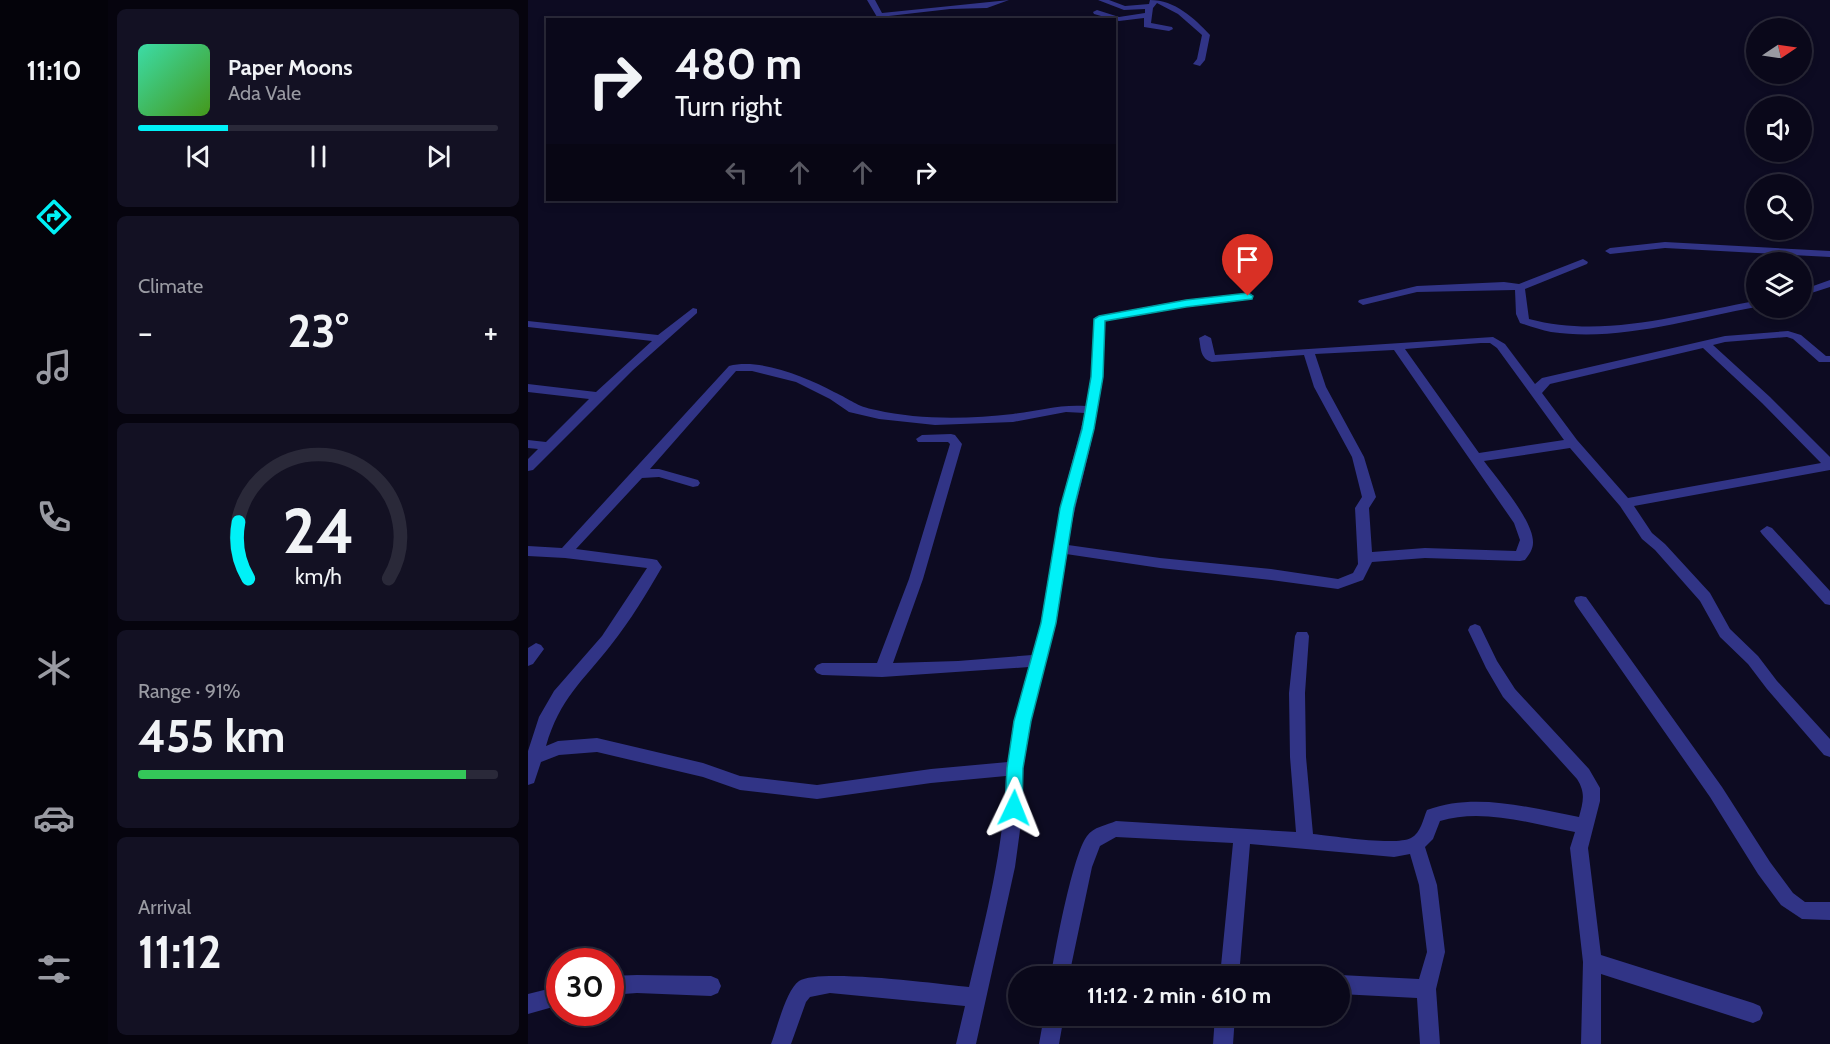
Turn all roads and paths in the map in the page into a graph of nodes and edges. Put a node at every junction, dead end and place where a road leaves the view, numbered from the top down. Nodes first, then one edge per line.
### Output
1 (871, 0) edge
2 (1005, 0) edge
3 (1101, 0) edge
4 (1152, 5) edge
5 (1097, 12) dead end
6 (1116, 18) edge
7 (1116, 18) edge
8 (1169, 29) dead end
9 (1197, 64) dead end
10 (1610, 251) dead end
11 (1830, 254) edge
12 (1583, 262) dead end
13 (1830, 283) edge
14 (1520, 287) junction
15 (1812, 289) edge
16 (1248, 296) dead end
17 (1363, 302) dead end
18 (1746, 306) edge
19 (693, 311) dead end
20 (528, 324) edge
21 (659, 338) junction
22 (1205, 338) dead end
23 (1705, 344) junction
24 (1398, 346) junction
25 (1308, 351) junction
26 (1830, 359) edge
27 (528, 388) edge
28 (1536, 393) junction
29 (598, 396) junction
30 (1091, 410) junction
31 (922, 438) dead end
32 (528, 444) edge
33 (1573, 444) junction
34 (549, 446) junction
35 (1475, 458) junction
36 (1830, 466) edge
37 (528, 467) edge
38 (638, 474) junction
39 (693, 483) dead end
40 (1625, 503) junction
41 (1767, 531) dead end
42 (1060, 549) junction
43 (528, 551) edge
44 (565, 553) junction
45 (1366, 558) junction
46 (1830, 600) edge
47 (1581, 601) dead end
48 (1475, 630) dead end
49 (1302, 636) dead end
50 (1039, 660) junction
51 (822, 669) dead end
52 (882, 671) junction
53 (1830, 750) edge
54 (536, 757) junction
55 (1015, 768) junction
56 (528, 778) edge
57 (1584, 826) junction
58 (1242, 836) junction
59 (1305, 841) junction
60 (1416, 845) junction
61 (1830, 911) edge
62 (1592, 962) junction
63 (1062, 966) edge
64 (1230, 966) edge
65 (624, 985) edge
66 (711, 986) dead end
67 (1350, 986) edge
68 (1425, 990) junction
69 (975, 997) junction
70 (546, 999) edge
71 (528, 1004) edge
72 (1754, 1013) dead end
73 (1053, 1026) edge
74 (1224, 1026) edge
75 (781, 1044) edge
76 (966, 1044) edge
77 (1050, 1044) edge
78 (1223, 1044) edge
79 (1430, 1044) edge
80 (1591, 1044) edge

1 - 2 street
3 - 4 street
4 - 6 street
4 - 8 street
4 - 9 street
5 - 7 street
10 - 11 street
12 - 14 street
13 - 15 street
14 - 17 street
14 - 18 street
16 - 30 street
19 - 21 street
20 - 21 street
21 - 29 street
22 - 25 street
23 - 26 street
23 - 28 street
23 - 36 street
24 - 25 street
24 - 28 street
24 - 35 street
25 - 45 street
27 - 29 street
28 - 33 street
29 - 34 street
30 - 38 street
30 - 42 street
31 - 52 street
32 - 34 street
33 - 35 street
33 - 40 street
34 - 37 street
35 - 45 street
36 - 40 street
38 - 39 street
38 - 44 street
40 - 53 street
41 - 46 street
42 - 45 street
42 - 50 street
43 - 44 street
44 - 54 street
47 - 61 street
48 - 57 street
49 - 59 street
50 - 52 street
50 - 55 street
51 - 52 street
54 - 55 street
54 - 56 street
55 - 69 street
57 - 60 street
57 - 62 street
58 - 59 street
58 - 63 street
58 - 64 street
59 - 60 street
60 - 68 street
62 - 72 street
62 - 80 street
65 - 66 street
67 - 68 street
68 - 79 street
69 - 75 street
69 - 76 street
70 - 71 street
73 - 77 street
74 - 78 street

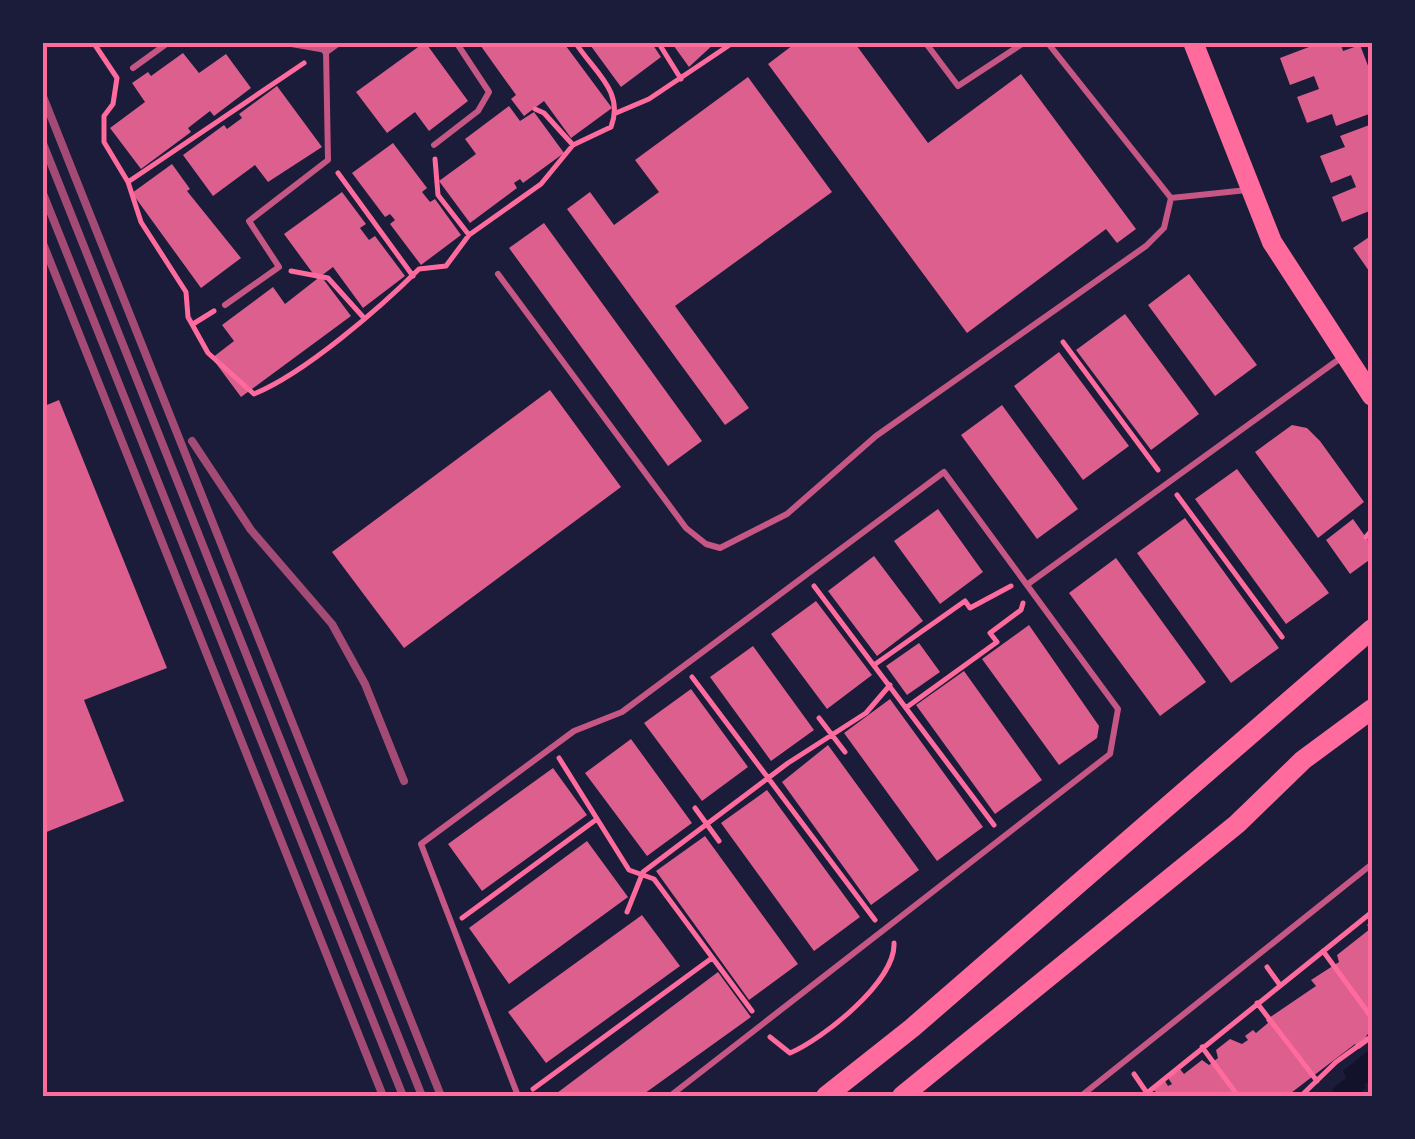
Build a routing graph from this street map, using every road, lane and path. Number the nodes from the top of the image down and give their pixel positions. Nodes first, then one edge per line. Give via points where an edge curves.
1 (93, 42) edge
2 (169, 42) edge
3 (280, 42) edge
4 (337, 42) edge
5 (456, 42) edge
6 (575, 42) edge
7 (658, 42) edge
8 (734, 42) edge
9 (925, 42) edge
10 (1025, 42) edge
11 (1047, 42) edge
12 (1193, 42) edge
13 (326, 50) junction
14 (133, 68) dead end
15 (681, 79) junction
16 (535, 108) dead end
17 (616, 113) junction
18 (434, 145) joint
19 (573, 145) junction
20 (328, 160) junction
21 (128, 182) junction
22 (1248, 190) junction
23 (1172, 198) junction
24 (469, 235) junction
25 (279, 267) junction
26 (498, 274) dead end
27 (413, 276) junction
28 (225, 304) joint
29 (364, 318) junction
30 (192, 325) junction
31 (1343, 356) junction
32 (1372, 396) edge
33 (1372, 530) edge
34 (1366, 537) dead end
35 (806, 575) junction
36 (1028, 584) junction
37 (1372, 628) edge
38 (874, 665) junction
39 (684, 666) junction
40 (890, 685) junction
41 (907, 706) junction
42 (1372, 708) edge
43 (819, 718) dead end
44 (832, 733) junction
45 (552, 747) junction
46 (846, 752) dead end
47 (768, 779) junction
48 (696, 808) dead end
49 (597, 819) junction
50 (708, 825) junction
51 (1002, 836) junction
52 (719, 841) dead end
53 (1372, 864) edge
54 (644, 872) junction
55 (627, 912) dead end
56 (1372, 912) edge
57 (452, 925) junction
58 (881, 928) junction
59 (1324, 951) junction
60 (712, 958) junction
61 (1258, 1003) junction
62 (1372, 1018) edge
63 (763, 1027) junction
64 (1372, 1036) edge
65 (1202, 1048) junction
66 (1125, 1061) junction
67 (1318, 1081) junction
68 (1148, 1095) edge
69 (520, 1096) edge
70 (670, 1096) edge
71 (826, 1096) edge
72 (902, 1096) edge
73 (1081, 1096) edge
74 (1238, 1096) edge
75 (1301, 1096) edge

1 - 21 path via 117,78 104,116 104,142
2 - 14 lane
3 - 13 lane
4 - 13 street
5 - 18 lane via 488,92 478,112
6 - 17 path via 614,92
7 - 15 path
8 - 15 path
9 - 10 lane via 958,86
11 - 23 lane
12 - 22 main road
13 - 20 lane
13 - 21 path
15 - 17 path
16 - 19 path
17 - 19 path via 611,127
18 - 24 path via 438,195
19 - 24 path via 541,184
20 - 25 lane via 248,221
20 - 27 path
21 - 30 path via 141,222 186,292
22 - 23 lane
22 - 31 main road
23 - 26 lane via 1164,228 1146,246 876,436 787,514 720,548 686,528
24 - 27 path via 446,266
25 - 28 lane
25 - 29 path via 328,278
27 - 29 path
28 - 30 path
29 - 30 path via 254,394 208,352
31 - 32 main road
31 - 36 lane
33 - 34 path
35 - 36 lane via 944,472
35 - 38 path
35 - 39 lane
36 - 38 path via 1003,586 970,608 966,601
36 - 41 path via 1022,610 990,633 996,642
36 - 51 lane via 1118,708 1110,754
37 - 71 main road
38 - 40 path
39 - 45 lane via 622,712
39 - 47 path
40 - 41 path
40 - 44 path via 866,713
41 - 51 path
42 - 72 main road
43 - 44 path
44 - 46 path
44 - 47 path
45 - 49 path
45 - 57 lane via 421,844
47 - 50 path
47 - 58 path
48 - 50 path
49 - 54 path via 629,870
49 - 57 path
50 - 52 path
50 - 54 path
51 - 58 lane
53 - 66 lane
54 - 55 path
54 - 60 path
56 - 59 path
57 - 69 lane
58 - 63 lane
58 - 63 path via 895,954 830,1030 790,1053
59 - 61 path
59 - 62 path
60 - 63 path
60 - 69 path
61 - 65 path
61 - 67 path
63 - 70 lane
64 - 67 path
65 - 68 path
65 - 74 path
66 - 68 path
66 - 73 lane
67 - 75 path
* * *
> **Your assignment**
Could you write all the entries out again exactly, but without their pictures?

> **Response for this exercise**
Turn all roads and paths in the map in the page into a graph of nodes and edges. Put a node at every junction, dead end and place where a road leaves the view, numbered from the top down. Nodes first, then one edge per line.
### Output
1 (871, 0) edge
2 (1005, 0) edge
3 (1101, 0) edge
4 (1152, 5) edge
5 (1097, 12) dead end
6 (1116, 18) edge
7 (1116, 18) edge
8 (1169, 29) dead end
9 (1197, 64) dead end
10 (1610, 251) dead end
11 (1830, 254) edge
12 (1583, 262) dead end
13 (1830, 283) edge
14 (1520, 287) junction
15 (1812, 289) edge
16 (1248, 296) dead end
17 (1363, 302) dead end
18 (1746, 306) edge
19 (693, 311) dead end
20 (528, 324) edge
21 (659, 338) junction
22 (1205, 338) dead end
23 (1705, 344) junction
24 (1398, 346) junction
25 (1308, 351) junction
26 (1830, 359) edge
27 (528, 388) edge
28 (1536, 393) junction
29 (598, 396) junction
30 (1091, 410) junction
31 (922, 438) dead end
32 (528, 444) edge
33 (1573, 444) junction
34 (549, 446) junction
35 (1475, 458) junction
36 (1830, 466) edge
37 (528, 467) edge
38 (638, 474) junction
39 (693, 483) dead end
40 (1625, 503) junction
41 (1767, 531) dead end
42 (1060, 549) junction
43 (528, 551) edge
44 (565, 553) junction
45 (1366, 558) junction
46 (1830, 600) edge
47 (1581, 601) dead end
48 (1475, 630) dead end
49 (1302, 636) dead end
50 (1039, 660) junction
51 (822, 669) dead end
52 (882, 671) junction
53 (1830, 750) edge
54 (536, 757) junction
55 (1015, 768) junction
56 (528, 778) edge
57 (1584, 826) junction
58 (1242, 836) junction
59 (1305, 841) junction
60 (1416, 845) junction
61 (1830, 911) edge
62 (1592, 962) junction
63 (1062, 966) edge
64 (1230, 966) edge
65 (624, 985) edge
66 (711, 986) dead end
67 (1350, 986) edge
68 (1425, 990) junction
69 (975, 997) junction
70 (546, 999) edge
71 (528, 1004) edge
72 (1754, 1013) dead end
73 (1053, 1026) edge
74 (1224, 1026) edge
75 (781, 1044) edge
76 (966, 1044) edge
77 (1050, 1044) edge
78 (1223, 1044) edge
79 (1430, 1044) edge
80 (1591, 1044) edge

1 - 2 street
3 - 4 street
4 - 6 street
4 - 8 street
4 - 9 street
5 - 7 street
10 - 11 street
12 - 14 street
13 - 15 street
14 - 17 street
14 - 18 street
16 - 30 street
19 - 21 street
20 - 21 street
21 - 29 street
22 - 25 street
23 - 26 street
23 - 28 street
23 - 36 street
24 - 25 street
24 - 28 street
24 - 35 street
25 - 45 street
27 - 29 street
28 - 33 street
29 - 34 street
30 - 38 street
30 - 42 street
31 - 52 street
32 - 34 street
33 - 35 street
33 - 40 street
34 - 37 street
35 - 45 street
36 - 40 street
38 - 39 street
38 - 44 street
40 - 53 street
41 - 46 street
42 - 45 street
42 - 50 street
43 - 44 street
44 - 54 street
47 - 61 street
48 - 57 street
49 - 59 street
50 - 52 street
50 - 55 street
51 - 52 street
54 - 55 street
54 - 56 street
55 - 69 street
57 - 60 street
57 - 62 street
58 - 59 street
58 - 63 street
58 - 64 street
59 - 60 street
60 - 68 street
62 - 72 street
62 - 80 street
65 - 66 street
67 - 68 street
68 - 79 street
69 - 75 street
69 - 76 street
70 - 71 street
73 - 77 street
74 - 78 street

Build a routing graph from this street map, using every road, lane and path. Number the nodes from the top of the image down and give their pixel positions. Nodes first, then one edge per line. Give via points where an edge curves.
1 (93, 42) edge
2 (169, 42) edge
3 (280, 42) edge
4 (337, 42) edge
5 (456, 42) edge
6 (575, 42) edge
7 (658, 42) edge
8 (734, 42) edge
9 (925, 42) edge
10 (1025, 42) edge
11 (1047, 42) edge
12 (1193, 42) edge
13 (326, 50) junction
14 (133, 68) dead end
15 (681, 79) junction
16 (535, 108) dead end
17 (616, 113) junction
18 (434, 145) joint
19 (573, 145) junction
20 (328, 160) junction
21 (128, 182) junction
22 (1248, 190) junction
23 (1172, 198) junction
24 (469, 235) junction
25 (279, 267) junction
26 (498, 274) dead end
27 (413, 276) junction
28 (225, 304) joint
29 (364, 318) junction
30 (192, 325) junction
31 (1343, 356) junction
32 (1372, 396) edge
33 (1372, 530) edge
34 (1366, 537) dead end
35 (806, 575) junction
36 (1028, 584) junction
37 (1372, 628) edge
38 (874, 665) junction
39 (684, 666) junction
40 (890, 685) junction
41 (907, 706) junction
42 (1372, 708) edge
43 (819, 718) dead end
44 (832, 733) junction
45 (552, 747) junction
46 (846, 752) dead end
47 (768, 779) junction
48 (696, 808) dead end
49 (597, 819) junction
50 (708, 825) junction
51 (1002, 836) junction
52 (719, 841) dead end
53 (1372, 864) edge
54 (644, 872) junction
55 (627, 912) dead end
56 (1372, 912) edge
57 (452, 925) junction
58 (881, 928) junction
59 (1324, 951) junction
60 (712, 958) junction
61 (1258, 1003) junction
62 (1372, 1018) edge
63 (763, 1027) junction
64 (1372, 1036) edge
65 (1202, 1048) junction
66 (1125, 1061) junction
67 (1318, 1081) junction
68 (1148, 1095) edge
69 (520, 1096) edge
70 (670, 1096) edge
71 (826, 1096) edge
72 (902, 1096) edge
73 (1081, 1096) edge
74 (1238, 1096) edge
75 (1301, 1096) edge

1 - 21 path via 117,78 104,116 104,142
2 - 14 lane
3 - 13 lane
4 - 13 street
5 - 18 lane via 488,92 478,112
6 - 17 path via 614,92
7 - 15 path
8 - 15 path
9 - 10 lane via 958,86
11 - 23 lane
12 - 22 main road
13 - 20 lane
13 - 21 path
15 - 17 path
16 - 19 path
17 - 19 path via 611,127
18 - 24 path via 438,195
19 - 24 path via 541,184
20 - 25 lane via 248,221
20 - 27 path
21 - 30 path via 141,222 186,292
22 - 23 lane
22 - 31 main road
23 - 26 lane via 1164,228 1146,246 876,436 787,514 720,548 686,528
24 - 27 path via 446,266
25 - 28 lane
25 - 29 path via 328,278
27 - 29 path
28 - 30 path
29 - 30 path via 254,394 208,352
31 - 32 main road
31 - 36 lane
33 - 34 path
35 - 36 lane via 944,472
35 - 38 path
35 - 39 lane
36 - 38 path via 1003,586 970,608 966,601
36 - 41 path via 1022,610 990,633 996,642
36 - 51 lane via 1118,708 1110,754
37 - 71 main road
38 - 40 path
39 - 45 lane via 622,712
39 - 47 path
40 - 41 path
40 - 44 path via 866,713
41 - 51 path
42 - 72 main road
43 - 44 path
44 - 46 path
44 - 47 path
45 - 49 path
45 - 57 lane via 421,844
47 - 50 path
47 - 58 path
48 - 50 path
49 - 54 path via 629,870
49 - 57 path
50 - 52 path
50 - 54 path
51 - 58 lane
53 - 66 lane
54 - 55 path
54 - 60 path
56 - 59 path
57 - 69 lane
58 - 63 lane
58 - 63 path via 895,954 830,1030 790,1053
59 - 61 path
59 - 62 path
60 - 63 path
60 - 69 path
61 - 65 path
61 - 67 path
63 - 70 lane
64 - 67 path
65 - 68 path
65 - 74 path
66 - 68 path
66 - 73 lane
67 - 75 path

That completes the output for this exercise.